Marak Kasus Pemerasan oleh Polisi, ISESS Desak Prabowo Evaluasi Kapolri

Kapolri Jenderal Listyo Sigit Prabowo (Foto Humas Polri)--
KORANHARIANMUBA.COM,- Presiden Prabowo Subianto didesak melakukan evaluasi terhadap Kapolri Jenderal Listyo Sigit Prabowo. Sebab, belakangan ini kerap muncul kasus dugaan pelanggaran hukum yang dilakukan oleh aparat Kepolisian Republik Indonesia (Polri).
Belum selesai kasus dugaan pemerasan yang dilakukan polisi terhadap WN Malaysia saat menonton acara Djakarta Warehouse Project (DWP) akhir tahun lalu, kini muncul lagi kasus dugaan pemerasan yang dilakukan polisi terhadap anak bos Prodia.
Kemudian, kasus pemerasan yang dilakukan oleh anggota polisi kembali mencuat di Sumatera Utara. Polisi itu diduga memeras sejumlah sekolah terkait dana alokasi khusus (DAK) untuk kegiatan di Sekolah Menengah Kejuruan (SMK) daerah Sumatera Utara. Tak disangka, totalnya mencapai Rp 4,7 miliar.
BACA JUGA:Bos Tambang Batu Bara Ilegal di Muara Enim Dituntut 5 Tahun Penjara dan Denda Rp50 Miliar
BACA JUGA:Tanggul Tambang Batu Bara di Banyuasin Jebol, Warga Khawatir Dampak Lingkungan
Selain itu, dua anggota polisi melakukan pemerasan tapi tidak dipecat dari institusi Polri dan hanya dijatuhi penempatan khusus serta sanksi demosi di Semarang, Jawa Tengah. Selain kasus pemerasan, ada juga polisi diduga melakukan penganiayaan hingga korban meninggal dunia di Jawa Tengah.
Pengamat Kepolisian dari Institute for Security and Strategic Studies (ISESS) Bambang Rukminto mengatakan salah satu problem maraknya kasus pelanggaran hukum oleh kepolisian karena tidak berjalannya reformasi di kepolisian.
Menurut dia, tidak berjalannya reformasi di kepolisian karena lemahnya kepemimpinan di pucuk Polri.
“Salah satu problem tidak berjalannya reformasi di kepolisian adalah lemahnya kepemimpinan. Lemahnya leadership ini ditandai dengan ketidakkonsistenan penegakan aturan, baik UU maupun peraturan organisasi,” kata Bambang saat dihubungi wartawan pada Sabtu 22 Maret 2025.

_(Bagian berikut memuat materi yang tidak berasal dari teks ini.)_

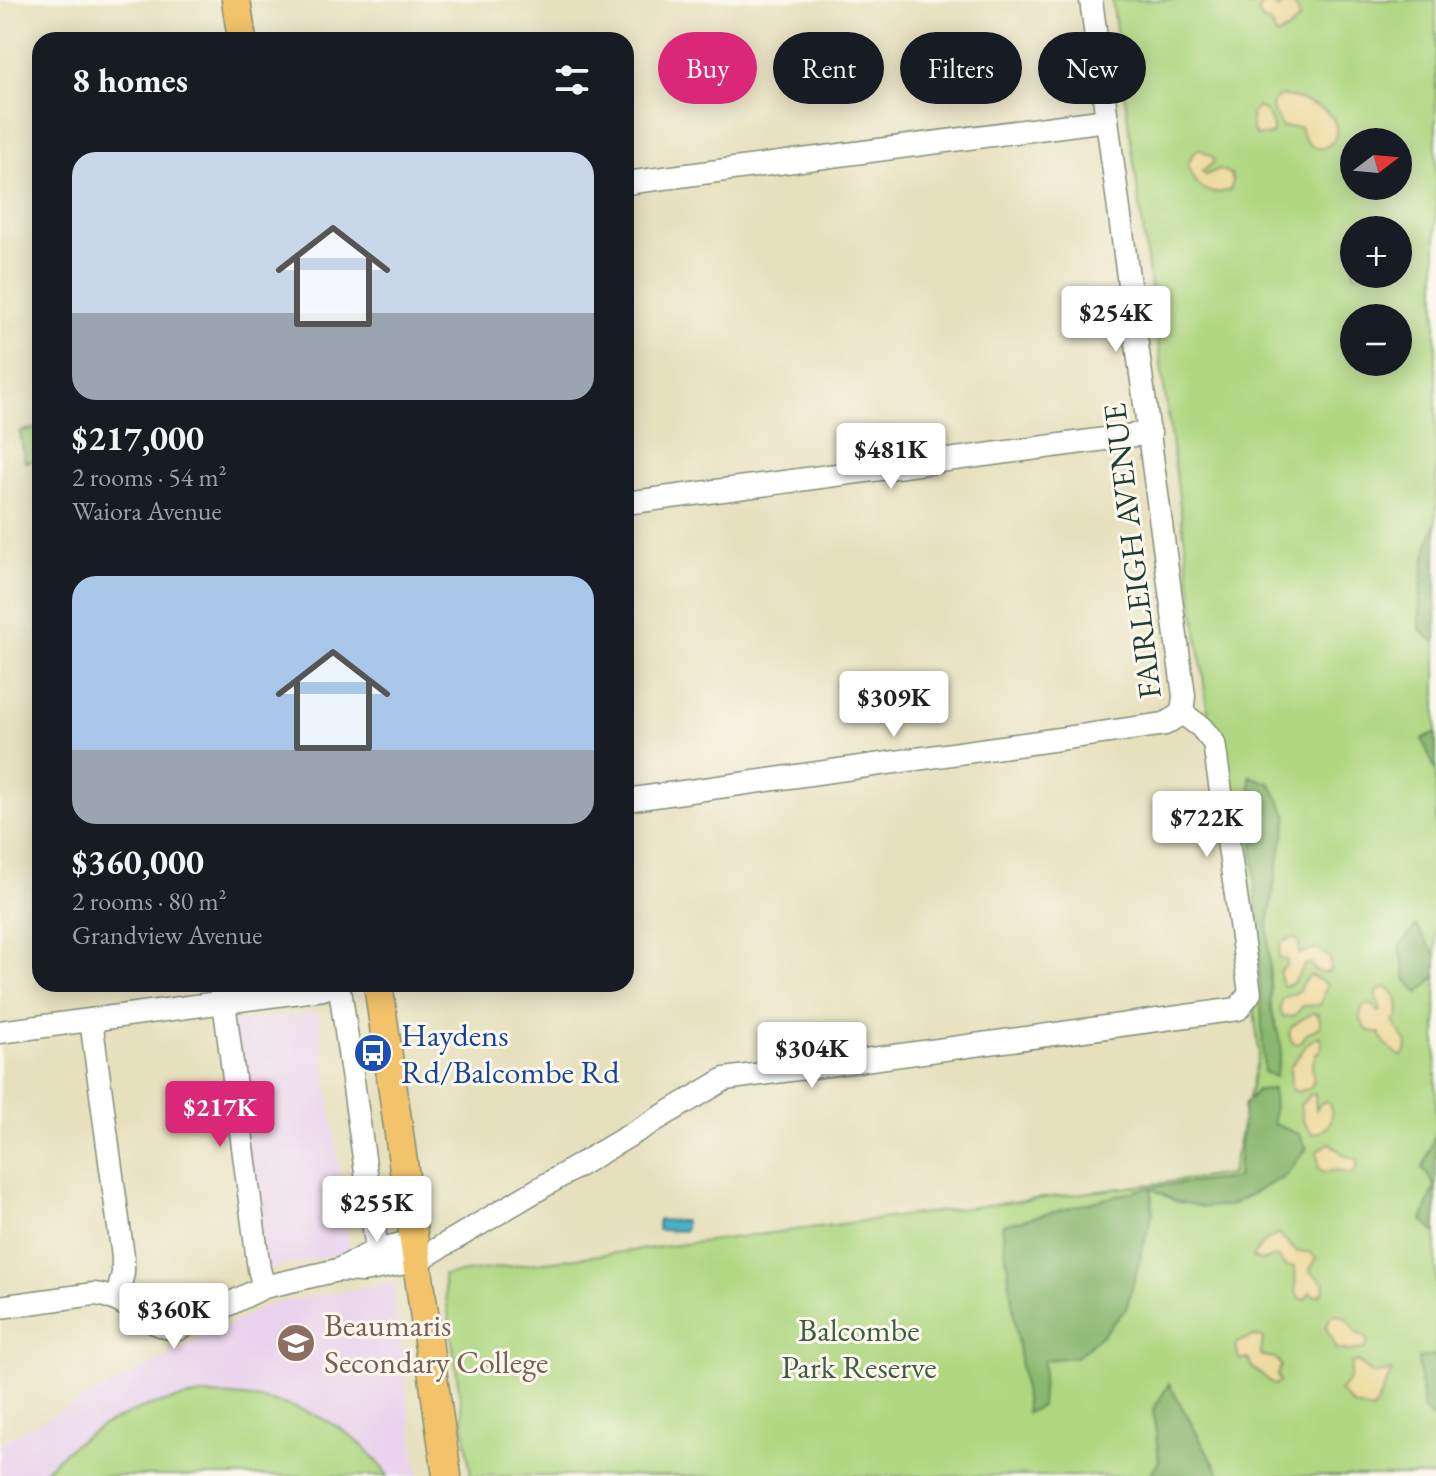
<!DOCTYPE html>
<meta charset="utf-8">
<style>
body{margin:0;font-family:"EB Garamond",serif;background:#20242c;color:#f1f3f6;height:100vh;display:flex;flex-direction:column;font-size:30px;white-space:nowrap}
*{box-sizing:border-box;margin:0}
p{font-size:26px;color:#9ea1a6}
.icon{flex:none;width:44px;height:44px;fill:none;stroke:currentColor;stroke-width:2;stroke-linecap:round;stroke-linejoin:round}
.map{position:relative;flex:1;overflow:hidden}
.panel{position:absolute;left:32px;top:32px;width:602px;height:960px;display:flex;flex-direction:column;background:#171b24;border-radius:24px;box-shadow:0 4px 20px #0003}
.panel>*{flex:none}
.guide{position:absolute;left:658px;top:32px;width:658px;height:72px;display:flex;gap:16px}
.needle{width:52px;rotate:74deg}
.buttons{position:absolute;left:1340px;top:128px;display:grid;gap:16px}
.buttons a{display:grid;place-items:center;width:72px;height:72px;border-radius:50%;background:#171b24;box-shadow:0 4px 20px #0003;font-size:40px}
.price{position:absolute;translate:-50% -68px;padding:0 18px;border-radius:8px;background:#fff;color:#222;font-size:26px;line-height:52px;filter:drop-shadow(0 2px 4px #0008)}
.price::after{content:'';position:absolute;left:50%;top:48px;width:24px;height:18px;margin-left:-12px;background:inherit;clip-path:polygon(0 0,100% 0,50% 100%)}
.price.current{background:#db2777;color:#fff}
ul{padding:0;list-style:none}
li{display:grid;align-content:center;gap:16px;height:424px;padding:0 40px}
li span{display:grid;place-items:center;height:248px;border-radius:24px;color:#555}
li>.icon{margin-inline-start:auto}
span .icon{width:144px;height:144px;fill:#fffc;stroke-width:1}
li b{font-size:34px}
h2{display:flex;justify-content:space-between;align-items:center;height:96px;padding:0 40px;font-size:34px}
.pill{padding:0 28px;border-radius:36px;background:#171b24;box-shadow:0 4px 20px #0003;font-size:28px;line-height:72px}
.pill.current{background:#db2777;color:#fff}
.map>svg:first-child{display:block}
</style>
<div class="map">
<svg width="1436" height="1476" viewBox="0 0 1436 1476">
<rect width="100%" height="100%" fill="#fbf7ec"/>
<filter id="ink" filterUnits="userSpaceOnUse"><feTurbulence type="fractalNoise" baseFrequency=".0125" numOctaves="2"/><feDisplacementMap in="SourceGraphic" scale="16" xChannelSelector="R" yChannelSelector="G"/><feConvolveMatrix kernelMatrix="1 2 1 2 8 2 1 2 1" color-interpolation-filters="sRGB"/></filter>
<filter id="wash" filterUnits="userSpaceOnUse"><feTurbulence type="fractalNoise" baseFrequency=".006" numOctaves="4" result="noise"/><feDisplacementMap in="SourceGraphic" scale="32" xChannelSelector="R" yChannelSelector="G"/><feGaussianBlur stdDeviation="1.8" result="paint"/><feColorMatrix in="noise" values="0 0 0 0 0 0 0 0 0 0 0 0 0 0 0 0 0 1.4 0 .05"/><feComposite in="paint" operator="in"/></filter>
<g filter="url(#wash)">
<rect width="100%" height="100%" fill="#e6e0bd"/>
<g fill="#e9d2ed">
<polygon points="318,1012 350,1252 256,1271 222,1024"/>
<polygon points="393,1282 418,1476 0,1476 0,1442 269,1304"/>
</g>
<g fill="#afd781" stroke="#678a5a" stroke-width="2" fill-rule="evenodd">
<path d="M1112,0H1436V1476H471L443,1275L1231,1174L1259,1053L1223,733L1209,721ZM1354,142H1398V186H1354ZM1354,230H1398V274H1354ZM1354,318H1398V362H1354Z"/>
<polygon points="40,428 40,459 25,462 20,431"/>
<path d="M202,1395C273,1394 347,1413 388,1476H40C82,1428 140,1403 202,1395Z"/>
</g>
<g fill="#8bb86f" stroke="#557a52" stroke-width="2">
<path d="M1436,522V643L1420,630C1419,595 1422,556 1436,522Z"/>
<polygon points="1436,732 1436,771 1422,739"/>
<polygon points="1250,776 1270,783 1288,817 1276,872 1268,925 1271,1007 1282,1049 1275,1077 1264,1072"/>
<polygon points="1416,926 1436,955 1436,976 1418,993 1406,979 1400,946"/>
<polygon points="1273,1089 1274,1124 1299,1134 1307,1148 1284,1177 1229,1206 1204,1207 1175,1201 1151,1188 1153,1212 1126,1309 1102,1335 1076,1357 1044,1360 1041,1406 1027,1413 1002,1225 1151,1187 1237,1178 1244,1105 1257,1090"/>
<polygon points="1436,1132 1436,1233 1422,1221 1435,1186 1423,1168"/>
<polygon points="1436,1355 1436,1422 1423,1408 1418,1358"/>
<polygon points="1169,1384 1221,1476 1149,1476 1159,1461 1153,1410"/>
</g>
<g fill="#eeda9e" stroke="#868c69" stroke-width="2">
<path d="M1243,0H1276L1275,7L1278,9L1286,2C1296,4 1298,9 1300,19L1287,31L1277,36L1269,22L1263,21L1258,11L1263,4L1259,1L1250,7Z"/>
<path d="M1282,95C1296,99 1312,102 1324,110C1358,134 1312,173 1300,127H1282L1272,109L1273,101Z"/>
<path d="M1258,107C1267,111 1274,122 1273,133L1267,136L1256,135L1252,130L1251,115Z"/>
<path d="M1199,149L1213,157L1214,162L1202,172L1206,175L1219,169L1231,174L1233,182L1230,190C1208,198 1192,186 1188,164L1193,154Z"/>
<path d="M1296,938L1299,944V954L1316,948L1330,958V971C1321,975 1315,973 1311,964H1306C1296,973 1300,984 1283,986L1279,972L1287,965V960L1279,959L1280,945L1288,939Z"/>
<polygon points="1310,975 1327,984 1320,1005 1303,1006 1294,1016 1283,1017 1280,1010 1282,999 1299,991 1302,983"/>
<path d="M1387,987C1398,996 1400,1004 1398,1018L1393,1022L1407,1043L1406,1052L1401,1057L1384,1043L1380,1033L1367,1030L1361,1020V1009L1367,1004L1373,1005L1377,1012L1381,1011L1376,996L1379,990Z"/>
<path d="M1312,1013L1318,1014L1321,1026L1306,1034L1301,1043L1294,1044C1280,1027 1301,1021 1312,1013Z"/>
<polygon points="1319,1036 1322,1044 1320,1051 1316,1054 1312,1066 1314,1080 1310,1088 1298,1092 1291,1089 1290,1067 1309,1042"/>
<path d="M1315,1094L1316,1110L1321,1103L1327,1101C1337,1117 1331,1130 1313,1134L1303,1121L1300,1105L1310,1095Z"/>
<polygon points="1330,1143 1344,1155 1358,1160 1356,1170 1351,1174 1338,1170 1325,1172 1319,1169 1317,1151"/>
<path d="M1279,1234L1297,1252H1310L1316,1258L1310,1271L1325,1284C1324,1292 1323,1295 1315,1296L1310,1292L1305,1300L1299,1298L1296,1292L1295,1267L1285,1266L1278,1257C1268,1256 1262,1266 1252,1257L1264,1242Z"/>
<path d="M1335,1315C1348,1315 1350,1325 1356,1333L1364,1336L1368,1342L1365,1349L1348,1351L1337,1349L1326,1328L1330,1318Z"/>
<path d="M1253,1336L1263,1338L1261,1355C1270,1359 1276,1354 1281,1366L1277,1375L1280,1382L1274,1385L1253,1368L1248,1359L1240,1360L1236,1347L1238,1342Z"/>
<polygon points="1358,1361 1371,1374 1392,1371 1373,1411 1353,1405 1339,1391 1350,1379 1352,1363"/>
</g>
<polygon fill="#48b0c7" stroke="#34767e" stroke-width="2" points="658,1220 685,1221 685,1231 658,1230"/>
</g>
<g filter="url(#ink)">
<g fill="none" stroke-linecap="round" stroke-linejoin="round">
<defs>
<g id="minor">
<polyline points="1091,0 1184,696 1182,713"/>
<polyline points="626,183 1107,120"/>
<polyline points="626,503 1150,433"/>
<polyline points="626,800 1165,724 1182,713"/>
<polyline points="341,996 377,1250"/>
<polyline points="224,1002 259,1269 264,1287"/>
<polyline points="91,1020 123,1257 123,1273 117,1299"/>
<polyline points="0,1032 323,989 337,984"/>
<polyline points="338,1270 363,1271 417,1261 725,1079 1238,1009 1250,993 1214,743 1201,727 1182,713"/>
<path d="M0,1307L94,1294C126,1296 147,1328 178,1329L264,1287L338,1270L377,1250L414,1241"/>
</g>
<g id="major">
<polyline points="236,0 242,40"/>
<polyline points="378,984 447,1476"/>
</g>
</defs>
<use href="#minor" stroke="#828e78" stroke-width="25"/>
<use href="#major" stroke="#828e78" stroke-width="31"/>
<use href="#minor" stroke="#fff" stroke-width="22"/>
<use href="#major" stroke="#f2c36a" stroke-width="28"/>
</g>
</g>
<defs>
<symbol id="bus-disc" viewBox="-11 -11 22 22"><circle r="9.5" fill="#1a4fb4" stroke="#fbf7ec"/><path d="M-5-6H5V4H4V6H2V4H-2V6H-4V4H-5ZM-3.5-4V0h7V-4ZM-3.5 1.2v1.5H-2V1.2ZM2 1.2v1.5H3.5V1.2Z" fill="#fff"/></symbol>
<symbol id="school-disc" viewBox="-11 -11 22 22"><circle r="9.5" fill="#8d6e63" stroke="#fbf7ec"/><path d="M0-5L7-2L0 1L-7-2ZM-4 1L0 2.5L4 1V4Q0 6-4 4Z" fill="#fff"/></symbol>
</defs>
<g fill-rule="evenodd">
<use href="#bus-disc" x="351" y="1031" width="44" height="44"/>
<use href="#school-disc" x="274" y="1321" width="44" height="44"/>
</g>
<g text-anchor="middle" stroke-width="6" stroke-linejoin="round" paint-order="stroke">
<g font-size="32" fill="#1f3d34" stroke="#fbf7ec">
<text transform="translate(1132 551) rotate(-97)" y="11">FAIRLEIGH AVENUE</text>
</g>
<g font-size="32" fill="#164399" stroke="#fbf7ec" text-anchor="start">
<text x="401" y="1046">Haydens<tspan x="401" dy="37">Rd/Balcombe Rd</tspan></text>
</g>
<g font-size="32" fill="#785e54" stroke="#fbf7ec" text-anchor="start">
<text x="324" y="1336">Beaumaris<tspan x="324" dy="37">Secondary College</tspan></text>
</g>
<g font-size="32" fill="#3c5c43" stroke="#fbf7ec">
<text x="859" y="1341">Balcombe<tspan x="859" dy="37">Park Reserve</tspan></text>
</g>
</g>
</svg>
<div class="buttons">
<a><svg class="needle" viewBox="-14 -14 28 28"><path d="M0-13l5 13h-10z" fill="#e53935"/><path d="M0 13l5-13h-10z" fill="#9ea1a6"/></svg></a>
<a>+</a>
<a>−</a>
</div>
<b class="price" style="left:1116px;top:354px">$254K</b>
<b class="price" style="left:891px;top:491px">$481K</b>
<b class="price" style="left:894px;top:739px">$309K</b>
<b class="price" style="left:1207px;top:859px">$722K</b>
<b class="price" style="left:812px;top:1090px">$304K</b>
<b class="price current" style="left:220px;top:1149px">$217K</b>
<b class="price" style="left:377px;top:1244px">$255K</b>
<b class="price" style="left:174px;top:1351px">$360K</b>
<div class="guide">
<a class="pill current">Buy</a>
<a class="pill">Rent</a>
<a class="pill">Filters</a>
<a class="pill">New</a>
</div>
<section class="panel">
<h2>8 homes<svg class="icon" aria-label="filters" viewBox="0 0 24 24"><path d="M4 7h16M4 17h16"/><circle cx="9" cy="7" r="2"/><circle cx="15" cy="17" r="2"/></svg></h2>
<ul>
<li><span style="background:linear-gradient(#c9d6e8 65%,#9aa5b1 0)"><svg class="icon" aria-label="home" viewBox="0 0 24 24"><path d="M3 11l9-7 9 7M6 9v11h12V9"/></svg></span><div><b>$217,000</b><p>2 rooms · 54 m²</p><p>Waiora Avenue</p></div></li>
<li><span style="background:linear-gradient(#a9c7e8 70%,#9aa5b1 0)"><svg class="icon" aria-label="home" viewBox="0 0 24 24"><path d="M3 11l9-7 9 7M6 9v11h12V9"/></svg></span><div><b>$360,000</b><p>2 rooms · 80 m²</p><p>Grandview Avenue</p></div></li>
</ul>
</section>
</div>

Kata dia, kasus-kasus pemerasan oleh aparat kepolisian terjadi terus-menerus karena tidak ada konsistensi dari kepemimpinan di Polri.
Herannya, lanjut Bambang, prinsip kesamaan di mata hukum seolah tidak berlaku bagi anggota kepolisian yang melakukan pelanggaran hukum atau perbuatan pidana.
“Prinsip equality before the law seolah tidak berlaku bagi anggota kepolisian. Hal ini ditandai dengan tidak segera ada proses pidana bagi personel pelaku pemerasan dengan berbagai dalih,” jelas dia.
Bambang menganggap tidak diprosesnya anggota polisi yang diduga melakukan pemerasan dikarenakan pimpinan Polri tidak tegas. Dengan demikian, Bambang menilai perlu dilakukan evaluasi segera kepada Kapolri Jenderal Listyo Sigit demi terwujudnya reformasi di internal Korps Bhayangkara tersebut.
“Itu tidak akan terjadi bila pucuk pimpinan Polri memiliki ketegasan. Jadi sebelum melakukan reformasi total yang lebih kompleks, evaluasi kepemimpinan Kapolri itu harusnya dilakukan lebih dulu,” tegas Bambang.